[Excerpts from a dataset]
==*==
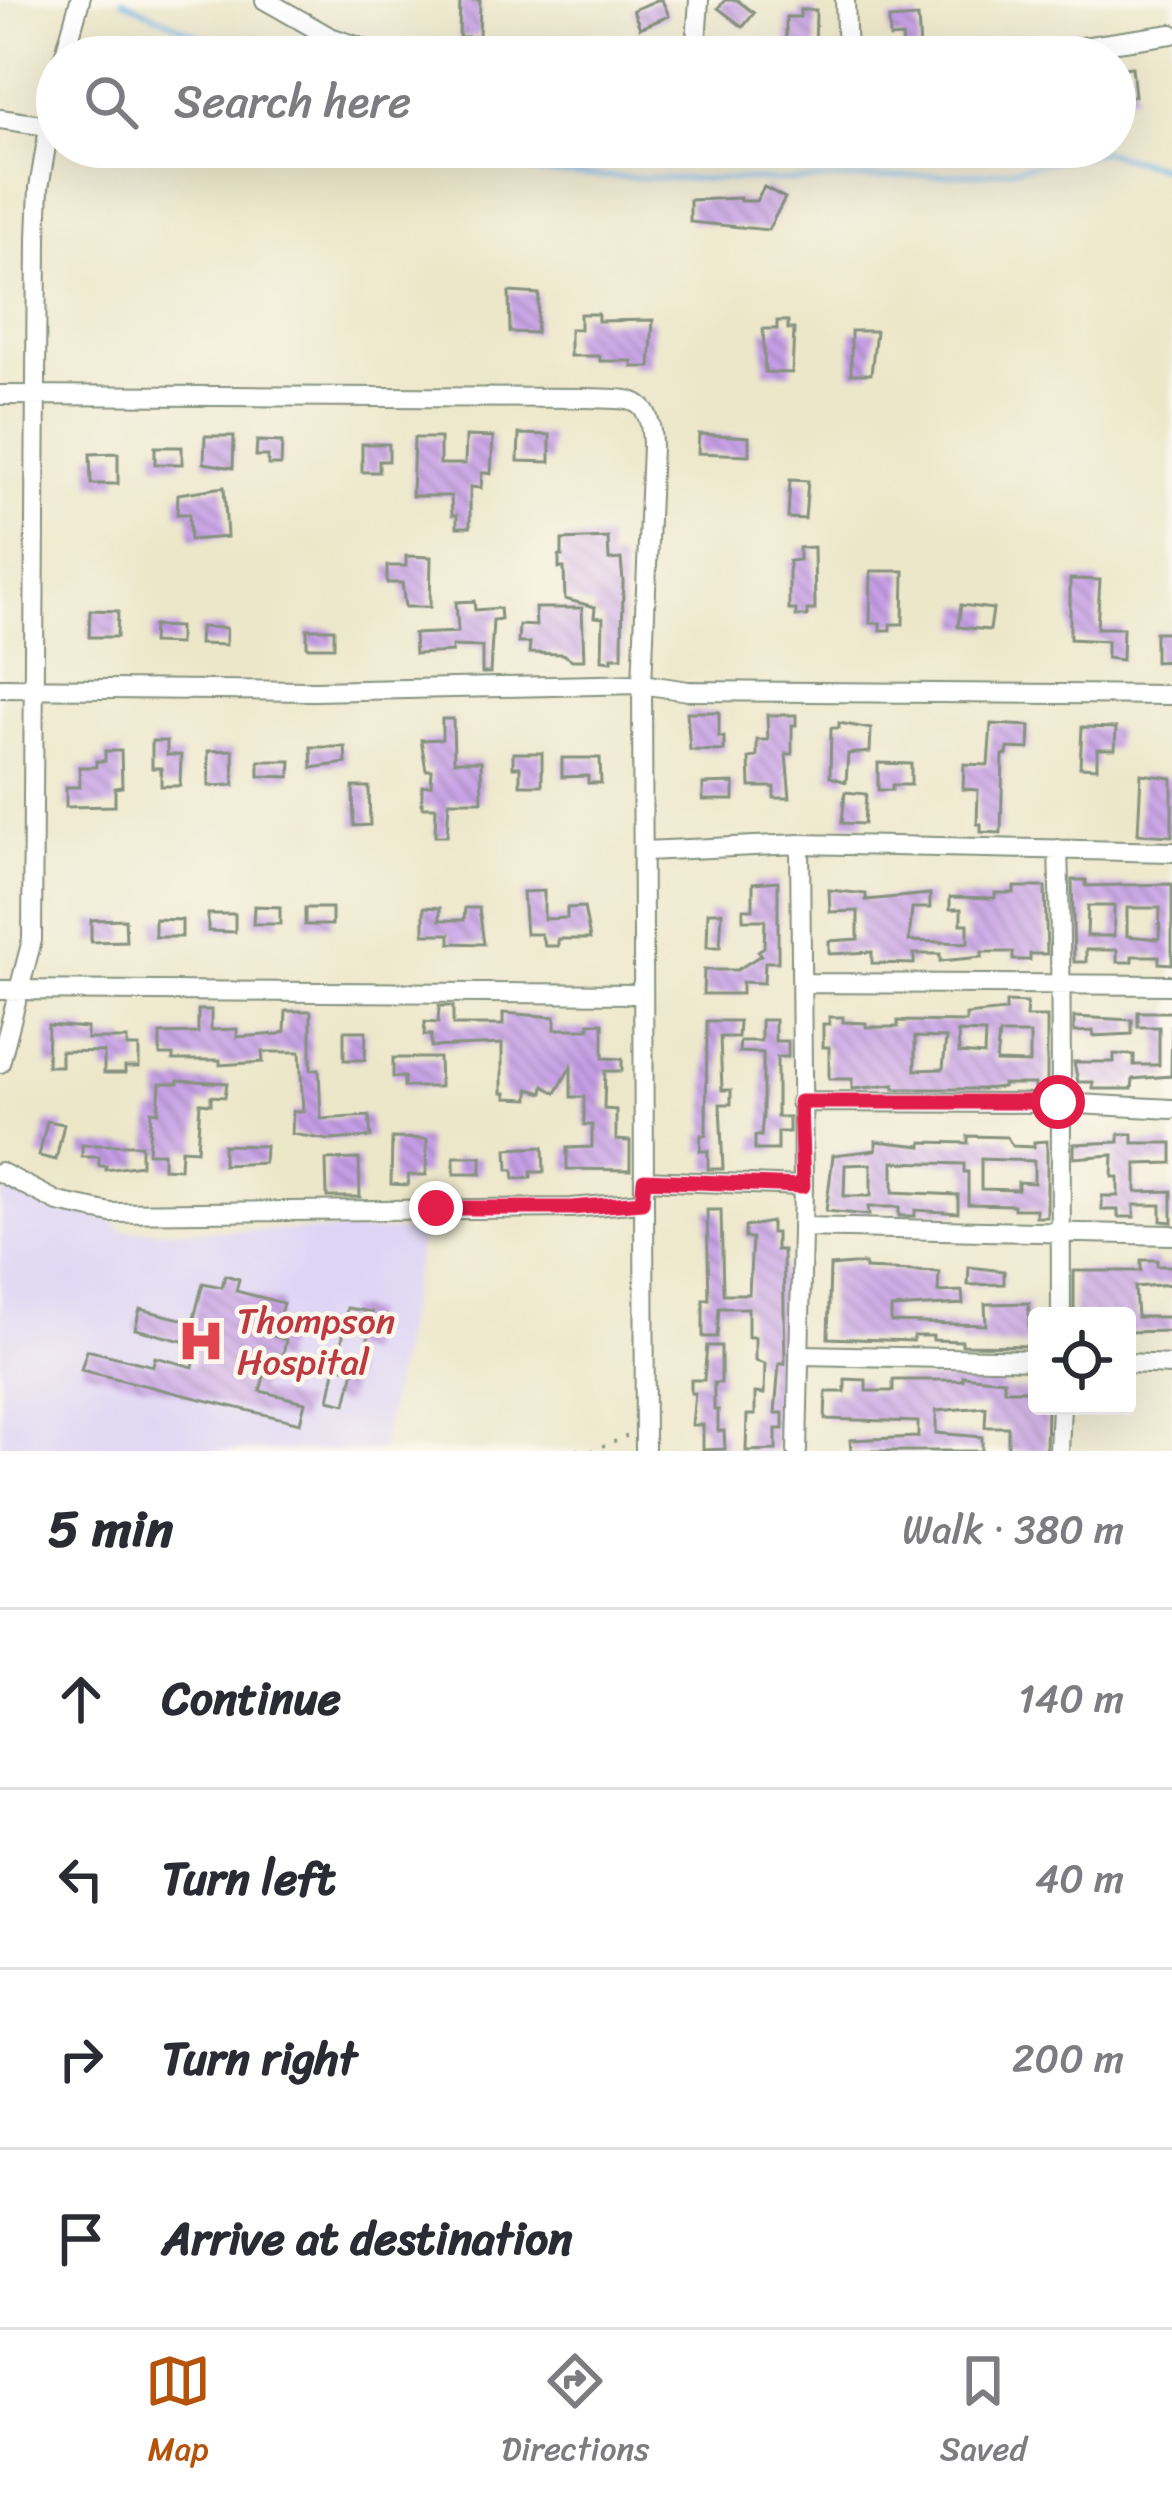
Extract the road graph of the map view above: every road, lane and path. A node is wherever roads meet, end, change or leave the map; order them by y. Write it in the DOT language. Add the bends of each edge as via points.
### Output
graph roads {
  1 [pos="80,0"];
  2 [pos="265,0"];
  3 [pos="699,0"];
  4 [pos="845,0"];
  5 [pos="1172,34"];
  6 [pos="70,36"];
  7 [pos="327,36"];
  8 [pos="696,36"];
  9 [pos="846,36"];
  10 [pos="1136,39"];
  11 [pos="0,119"];
  12 [pos="36,124"];
  13 [pos="43,168"];
  14 [pos="0,395"];
  15 [pos="35,395"];
  16 [pos="642,684"];
  17 [pos="32,687"];
  18 [pos="0,688"];
  19 [pos="1172,695"];
  20 [pos="800,844"];
  21 [pos="1058,849"];
  22 [pos="644,851"];
  23 [pos="1172,852"];
  24 [pos="643,982"];
  25 [pos="802,983"];
  26 [pos="1062,985"];
  27 [pos="1172,986"];
  28 [pos="10,990"];
  29 [pos="0,1063"];
  30 [pos="800,1102"];
  31 [pos="1058,1102"];
  32 [pos="1172,1109"];
  33 [pos="0,1172"];
  34 [pos="644,1180"];
  35 [pos="803,1186"];
  36 [pos="642,1202"];
  37 [pos="802,1227"];
  38 [pos="1060,1235"];
  39 [pos="1172,1235"];
  40 [pos="1061,1307"];
  41 [pos="802,1355"];
  42 [pos="1028,1360"];
  43 [pos="1136,1363"];
  44 [pos="1172,1365"];
  45 [pos="1060,1415"];
  46 [pos="645,1425"];
  47 [pos="565,1451"];
  48 [pos="589,1451"];
  49 [pos="645,1451"];
  50 [pos="797,1451"];
  51 [pos="1059,1451"];
  1 -- 6 [label="street"];
  2 -- 7 [label="street"];
  3 -- 8 [label="street"];
  4 -- 9 [label="street"];
  5 -- 10 [label="street"];
  11 -- 12 [label="street"];
  13 -- 15 [label="street"];
  14 -- 15 [label="street"];
  15 -- 16 [label="street" via="637,401 651,420 652,446"];
  15 -- 17 [label="street"];
  16 -- 17 [label="street"];
  16 -- 19 [label="street" via="688,691"];
  16 -- 22 [label="street"];
  17 -- 18 [label="street"];
  17 -- 28 [label="street" via="32,940"];
  20 -- 21 [label="street"];
  20 -- 22 [label="street"];
  20 -- 25 [label="street"];
  21 -- 23 [label="street"];
  21 -- 26 [label="street"];
  22 -- 24 [label="street"];
  24 -- 28 [label="street" via="640,994"];
  24 -- 34 [label="street"];
  25 -- 26 [label="street"];
  25 -- 30 [label="street"];
  26 -- 27 [label="street"];
  26 -- 31 [label="street"];
  28 -- 29 [label="street"];
  30 -- 31 [label="street"];
  30 -- 35 [label="street"];
  31 -- 32 [label="street"];
  31 -- 38 [label="street"];
  33 -- 36 [label="street" via="58,1202 111,1214"];
  34 -- 35 [label="street"];
  34 -- 36 [label="street"];
  35 -- 37 [label="street"];
  36 -- 46 [label="street"];
  37 -- 38 [label="street"];
  37 -- 41 [label="street"];
  38 -- 39 [label="street"];
  38 -- 40 [label="street"];
  41 -- 42 [label="street"];
  41 -- 50 [label="street"];
  43 -- 44 [label="street"];
  45 -- 51 [label="street"];
  46 -- 48 [label="path"];
  46 -- 49 [label="street"];
  47 -- 48 [label="path"];
}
==*==
The word "path" may appear in lines of the entries. State how many lines hold it, as a number alone.

3